Figure 3. Cyclic expression of BMAL1 is not required for intracellular core clock function.

(A) Bioluminescence patterns of fibroblasts derived from WT and Bmal1^−/−:mPer2^Luc mice. Bmal1^−/− fibroblasts are completely arrhythmic, suggesting that Bmal1 is required for clock function in fibroblasts. Circadian time: days after explant medium change. (B) Bioluminescence patterns in wild-type fibroblasts transduced with a lentiviral dLuc reporter. Bmal1(WT): Bmal1 promoter containing WT RORE sequence.

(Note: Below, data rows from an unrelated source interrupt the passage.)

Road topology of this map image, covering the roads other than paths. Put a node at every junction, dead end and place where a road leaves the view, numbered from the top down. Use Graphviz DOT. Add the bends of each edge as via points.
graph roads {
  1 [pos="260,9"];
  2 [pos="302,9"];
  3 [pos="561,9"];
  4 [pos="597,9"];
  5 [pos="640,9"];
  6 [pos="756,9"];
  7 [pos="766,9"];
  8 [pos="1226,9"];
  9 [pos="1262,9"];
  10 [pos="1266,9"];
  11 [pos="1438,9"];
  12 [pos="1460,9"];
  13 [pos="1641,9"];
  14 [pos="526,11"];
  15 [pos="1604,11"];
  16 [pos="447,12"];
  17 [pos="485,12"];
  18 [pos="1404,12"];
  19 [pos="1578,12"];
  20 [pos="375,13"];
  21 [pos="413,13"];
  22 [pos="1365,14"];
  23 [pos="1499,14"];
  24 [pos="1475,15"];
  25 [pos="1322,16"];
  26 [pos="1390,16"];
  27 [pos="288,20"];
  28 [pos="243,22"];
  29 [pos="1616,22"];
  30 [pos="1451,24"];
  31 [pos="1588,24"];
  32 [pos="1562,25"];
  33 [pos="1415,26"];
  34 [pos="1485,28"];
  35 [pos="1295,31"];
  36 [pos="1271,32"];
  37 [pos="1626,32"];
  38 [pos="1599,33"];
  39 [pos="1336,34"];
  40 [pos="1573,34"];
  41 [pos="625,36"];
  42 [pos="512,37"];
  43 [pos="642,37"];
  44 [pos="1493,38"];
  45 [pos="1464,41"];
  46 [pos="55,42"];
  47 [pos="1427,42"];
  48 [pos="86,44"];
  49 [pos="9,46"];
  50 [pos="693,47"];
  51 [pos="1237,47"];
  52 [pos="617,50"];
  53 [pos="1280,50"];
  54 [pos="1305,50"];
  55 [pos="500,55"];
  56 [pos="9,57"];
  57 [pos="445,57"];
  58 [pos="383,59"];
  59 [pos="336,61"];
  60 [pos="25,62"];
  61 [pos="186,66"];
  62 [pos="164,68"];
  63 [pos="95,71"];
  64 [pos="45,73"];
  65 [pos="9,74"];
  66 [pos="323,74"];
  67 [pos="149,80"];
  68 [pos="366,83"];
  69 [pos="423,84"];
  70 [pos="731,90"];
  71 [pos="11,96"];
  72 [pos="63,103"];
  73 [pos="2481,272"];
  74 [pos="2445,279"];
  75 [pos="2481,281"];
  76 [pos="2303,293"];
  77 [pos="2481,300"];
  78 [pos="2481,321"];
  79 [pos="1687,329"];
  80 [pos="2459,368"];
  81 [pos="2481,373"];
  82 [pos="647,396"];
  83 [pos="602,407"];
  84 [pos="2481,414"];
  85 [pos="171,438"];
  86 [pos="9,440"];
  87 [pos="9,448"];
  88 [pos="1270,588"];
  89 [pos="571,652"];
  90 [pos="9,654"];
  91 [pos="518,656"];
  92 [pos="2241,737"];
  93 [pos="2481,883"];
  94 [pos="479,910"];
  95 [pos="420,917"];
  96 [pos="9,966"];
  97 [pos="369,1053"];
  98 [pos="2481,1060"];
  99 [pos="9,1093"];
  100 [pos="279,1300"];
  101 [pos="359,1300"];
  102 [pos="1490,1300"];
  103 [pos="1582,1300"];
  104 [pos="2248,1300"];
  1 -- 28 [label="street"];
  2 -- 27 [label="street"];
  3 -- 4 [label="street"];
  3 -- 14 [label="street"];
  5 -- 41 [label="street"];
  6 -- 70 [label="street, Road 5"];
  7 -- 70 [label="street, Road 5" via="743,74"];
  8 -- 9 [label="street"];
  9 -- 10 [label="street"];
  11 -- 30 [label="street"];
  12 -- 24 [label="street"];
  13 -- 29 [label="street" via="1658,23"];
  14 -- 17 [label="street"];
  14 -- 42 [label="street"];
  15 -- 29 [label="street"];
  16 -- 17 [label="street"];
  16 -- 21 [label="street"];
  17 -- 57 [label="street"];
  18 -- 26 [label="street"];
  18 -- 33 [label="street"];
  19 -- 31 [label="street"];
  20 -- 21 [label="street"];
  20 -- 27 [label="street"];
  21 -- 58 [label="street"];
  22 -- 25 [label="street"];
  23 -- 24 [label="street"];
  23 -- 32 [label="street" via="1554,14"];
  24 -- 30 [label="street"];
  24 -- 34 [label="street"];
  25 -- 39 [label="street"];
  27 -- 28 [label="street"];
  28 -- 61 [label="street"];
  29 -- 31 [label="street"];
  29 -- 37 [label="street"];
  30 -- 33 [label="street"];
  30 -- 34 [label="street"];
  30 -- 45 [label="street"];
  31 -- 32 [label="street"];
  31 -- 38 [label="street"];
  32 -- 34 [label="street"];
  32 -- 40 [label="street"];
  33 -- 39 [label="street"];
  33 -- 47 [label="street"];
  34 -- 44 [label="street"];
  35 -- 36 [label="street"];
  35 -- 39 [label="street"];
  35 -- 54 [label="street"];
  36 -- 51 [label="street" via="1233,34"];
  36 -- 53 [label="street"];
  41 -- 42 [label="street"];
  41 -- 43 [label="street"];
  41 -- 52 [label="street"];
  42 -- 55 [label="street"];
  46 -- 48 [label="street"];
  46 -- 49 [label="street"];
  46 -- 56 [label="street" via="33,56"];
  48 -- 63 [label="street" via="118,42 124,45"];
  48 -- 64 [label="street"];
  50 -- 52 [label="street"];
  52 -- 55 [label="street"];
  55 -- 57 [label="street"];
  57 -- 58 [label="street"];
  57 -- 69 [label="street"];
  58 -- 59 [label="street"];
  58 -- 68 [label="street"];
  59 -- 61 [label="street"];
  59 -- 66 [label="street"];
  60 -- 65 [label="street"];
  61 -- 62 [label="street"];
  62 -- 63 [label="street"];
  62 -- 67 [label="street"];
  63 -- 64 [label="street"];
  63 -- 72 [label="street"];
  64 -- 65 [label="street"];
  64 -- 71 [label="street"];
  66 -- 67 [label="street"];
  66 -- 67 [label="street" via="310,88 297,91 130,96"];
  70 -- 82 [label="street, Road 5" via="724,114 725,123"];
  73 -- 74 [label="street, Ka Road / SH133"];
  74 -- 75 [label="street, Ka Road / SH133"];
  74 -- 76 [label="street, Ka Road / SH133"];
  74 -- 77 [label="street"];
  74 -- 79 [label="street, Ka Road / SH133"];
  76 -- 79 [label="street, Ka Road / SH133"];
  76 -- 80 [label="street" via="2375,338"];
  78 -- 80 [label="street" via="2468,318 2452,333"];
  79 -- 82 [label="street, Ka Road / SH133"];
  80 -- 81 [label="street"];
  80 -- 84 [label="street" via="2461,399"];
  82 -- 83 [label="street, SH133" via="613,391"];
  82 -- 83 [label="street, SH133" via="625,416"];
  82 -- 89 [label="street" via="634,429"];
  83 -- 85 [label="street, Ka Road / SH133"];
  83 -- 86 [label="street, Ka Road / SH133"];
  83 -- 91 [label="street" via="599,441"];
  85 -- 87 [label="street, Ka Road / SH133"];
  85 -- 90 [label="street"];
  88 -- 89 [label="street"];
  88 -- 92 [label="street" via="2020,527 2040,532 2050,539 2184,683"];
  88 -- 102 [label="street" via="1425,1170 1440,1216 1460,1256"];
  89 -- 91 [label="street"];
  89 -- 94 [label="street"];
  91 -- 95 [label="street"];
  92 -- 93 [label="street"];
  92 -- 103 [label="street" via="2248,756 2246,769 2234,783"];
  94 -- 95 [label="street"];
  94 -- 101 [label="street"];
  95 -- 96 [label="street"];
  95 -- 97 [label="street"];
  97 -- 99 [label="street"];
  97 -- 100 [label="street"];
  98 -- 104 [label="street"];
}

Bmal1(Mut): Bmal1 promoter containing mutated RORE sequences. UbC: Ubiquitin C promoter. Unlike the Bmal1(WT), the Bmal1(Mut) and UbC promoters do not confer rhythmic luciferase expression. Circadian time: days after explant medium change. (C) Bioluminescence patterns in wild-type fibroblasts transduced with a lentiviral Bmal1::Luc fusion reporter. Unlike the Bmal1(WT), the Bmal1(Mut) and UbC promoters do not confer rhythmic BMAL1::LUC fusion protein expression. These results suggest that BMAL1 protein does not cycle and that only promoters that contain functional circadian elements confer rhythmic fusion protein expression. Circadian time: days after explant medium change. (D) Representative records of mPer2^Luc rhythms in Bmal1^−/− fibroblasts restored through genetic complementation. Lentiviral expression vectors carrying Bmal1 cDNA under control of different promoters were introduced into Bmal1^−/−:mPer2^Luc fibroblasts. The three promoters gave rise to similar levels of BMAL1 protein expression as determined by Q-PCR and Western blotting (data not shown). Both cyclically and constitutively expressed BMAL1 restored circadian rhythmicity in Bmal1^−/− fibroblasts, suggesting that the rhythm of BMAL1 protein is not required for basic core clock function. Circadian time: days after explant medium change.